The most recent example of this unsettling suffocation phenomenon came last week when a sloppy penguins club in the PPG Paints Arena lost two games in overtime, lost a 2-1 lead and, despite an incredible 117-78 goal shot advantage, left the stage six games courtesy of a pesky New York Islander team.

Eighteen weeks earlier, Heinz Field’s patrons watched in disbelief as another defeated rival sprinted to a 35-10 halftime lead and an easy playoff win on an icy January night.

Opponent, the hated Cleveland Browns, made their first playoffs in 18 years, heading into the postseason with a negative point difference and a rookie head coach cheering from his Cleveland basement on COVID-19 concerns.
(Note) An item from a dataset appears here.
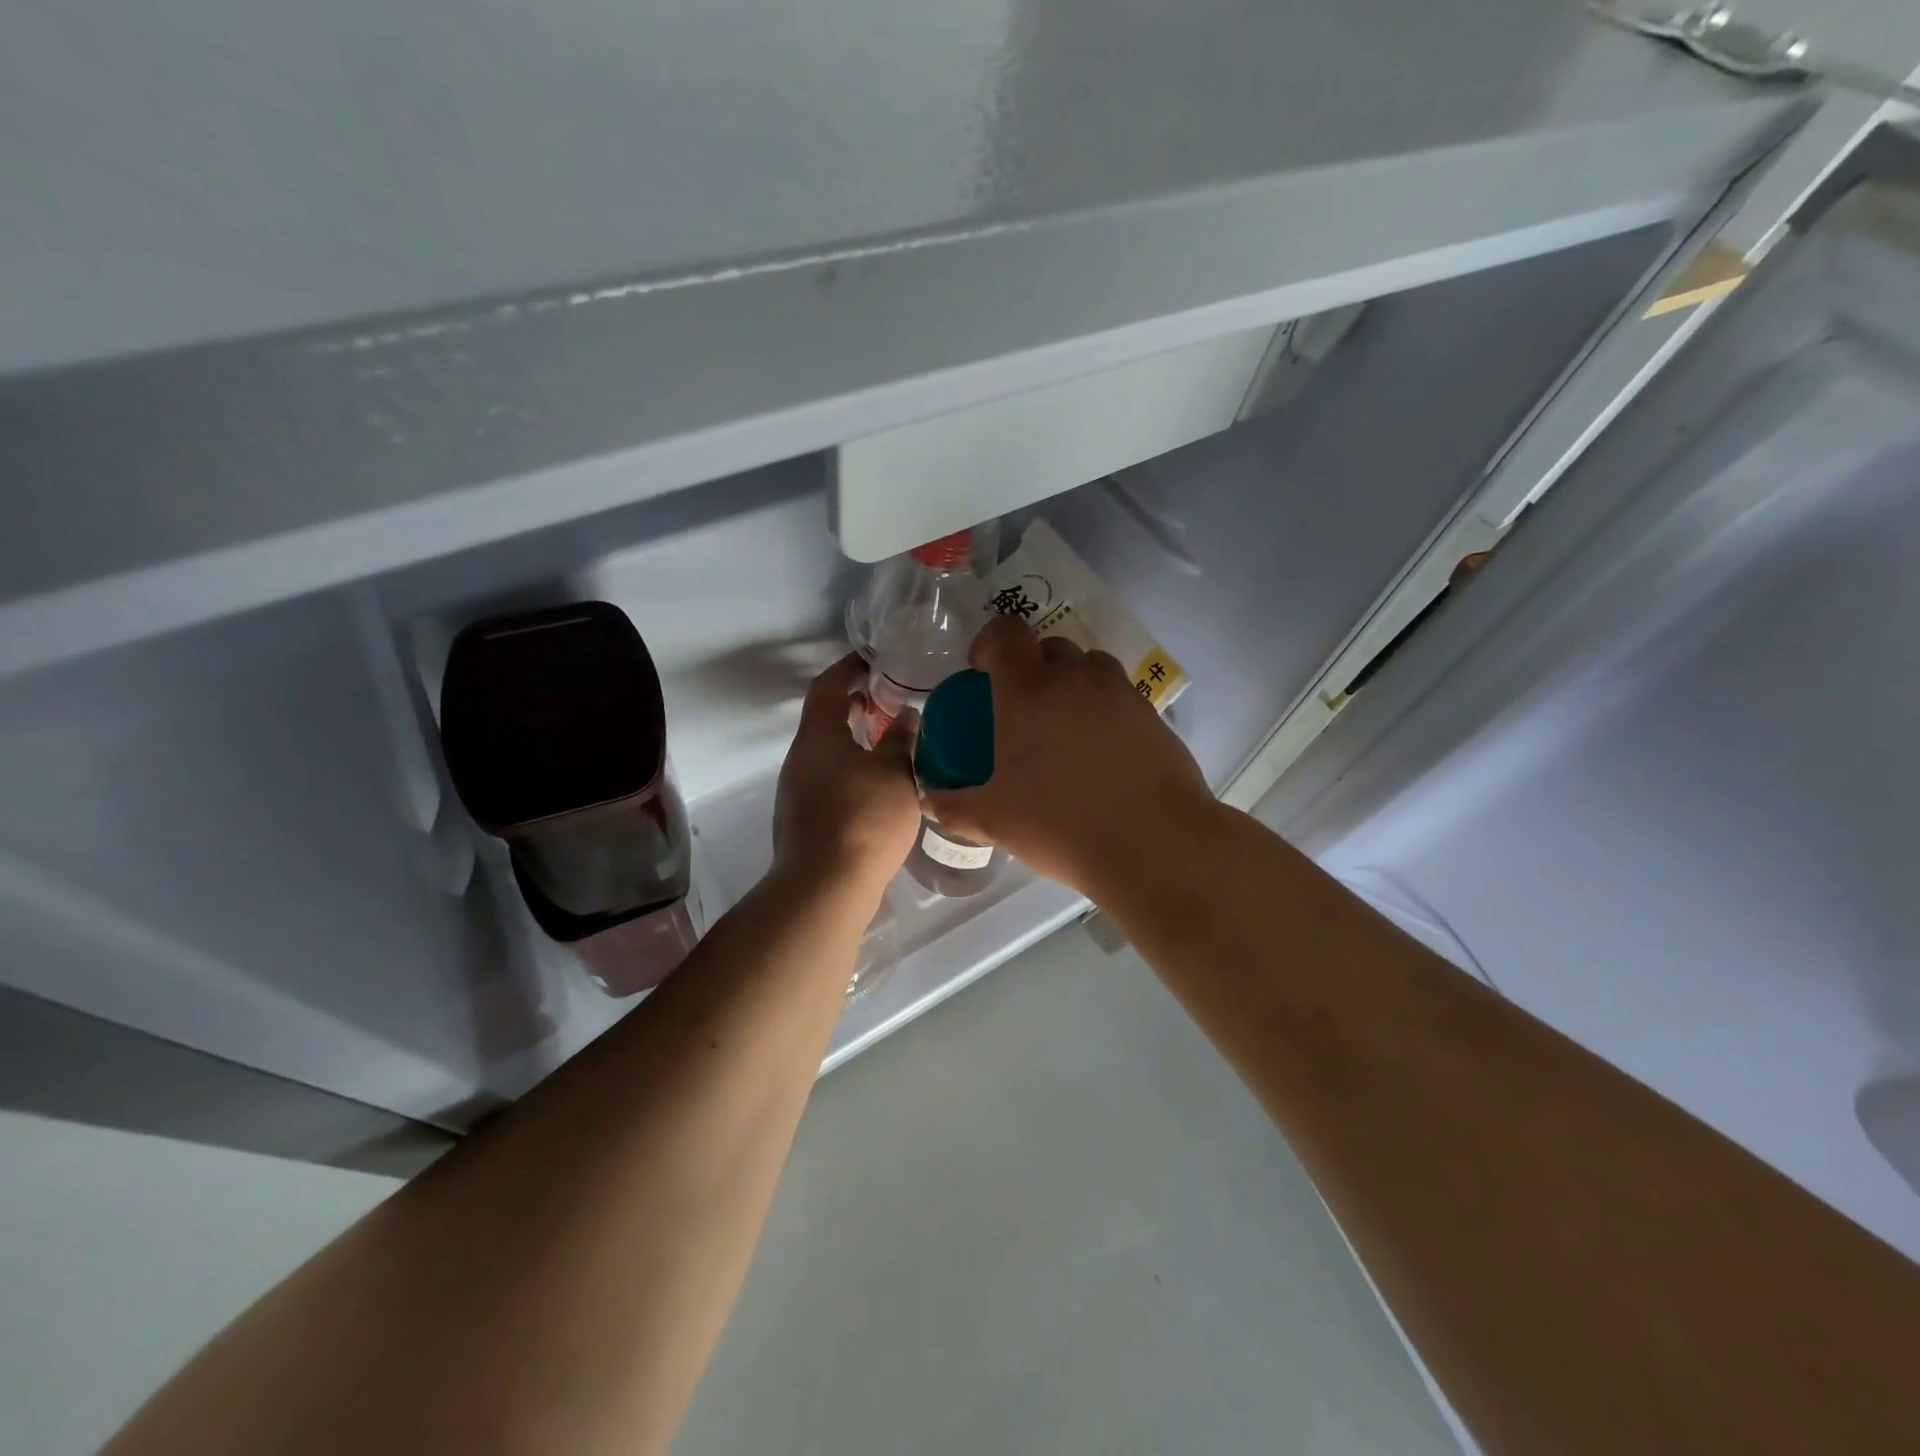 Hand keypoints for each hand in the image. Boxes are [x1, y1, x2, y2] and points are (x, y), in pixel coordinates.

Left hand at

The game was a déjà vu for a Pittsburgh defense who three years earlier had dropped a horrific 45 points to a Jacksonville team that had found their way into the Buffalo end zone exactly once the previous week against the mediocre Bills.

In other words, the Steelers or Penguins didn’t exactly face the eventual Lombardi Award or Stanley Cup champion in those hideous playoff defeats.

Both laid colossal eggs and let the fans scratch their collective heads.

City of Champions? How about the city of underperformers?

The PA speaker should stop playing Styx’s “Renegade” during postseason competitions and take a modified version of the hit from The Temptations instead “I know that I am losing (to) you.”

Both teams’ recent playoff records are painfully illuminating.

Although entering the playoffs in a very physical, competitive division, the Penguins left a poor record of 4-15 in their last 19 playoff games.

Equally alarming is Mike Tomlin’s anemic 3-6 playoff record since the Super Bowl loss to Green Bay over a decade ago, her 11-0 start to the 2020 season is a distant memory.

Both teams have aging stars whose best years are certainly behind them.

While Yinzers argue that Ben Roethlisberger or Sidney Crosby can’t do it alone, the reality is that the former threw four interceptions in the Cleveland loss, while the latter scored exactly one point and zero goals in their last four games against the Islanders.

When their teams need them most – the mark of a Hall of Fame player – neither player is up to the opportunity.

I understand that professional sport is a zero-sum game, but early-round elimination due to home losses, especially after battling for a league title, should be unacceptable.

Yet it is now happening in Pittsburgh with an alarming frequency.

It’s time both companies revised their rosters to actively seek out and deploy younger, hungrier talent.

If they don’t, fans will have to put up with the fact that home advantage (or ice cream) doesn’t really mean much here anymore.

Bill Contz was one of the first offensive tackles on Penn State’s first national championship team in 1982 and played six seasons in the NFL with New Orleans and Cleveland. Contz published a book in 2017, “When the lions roared: Joe Paterno and one of the best teams in college football.” He lives in Pittsburgh.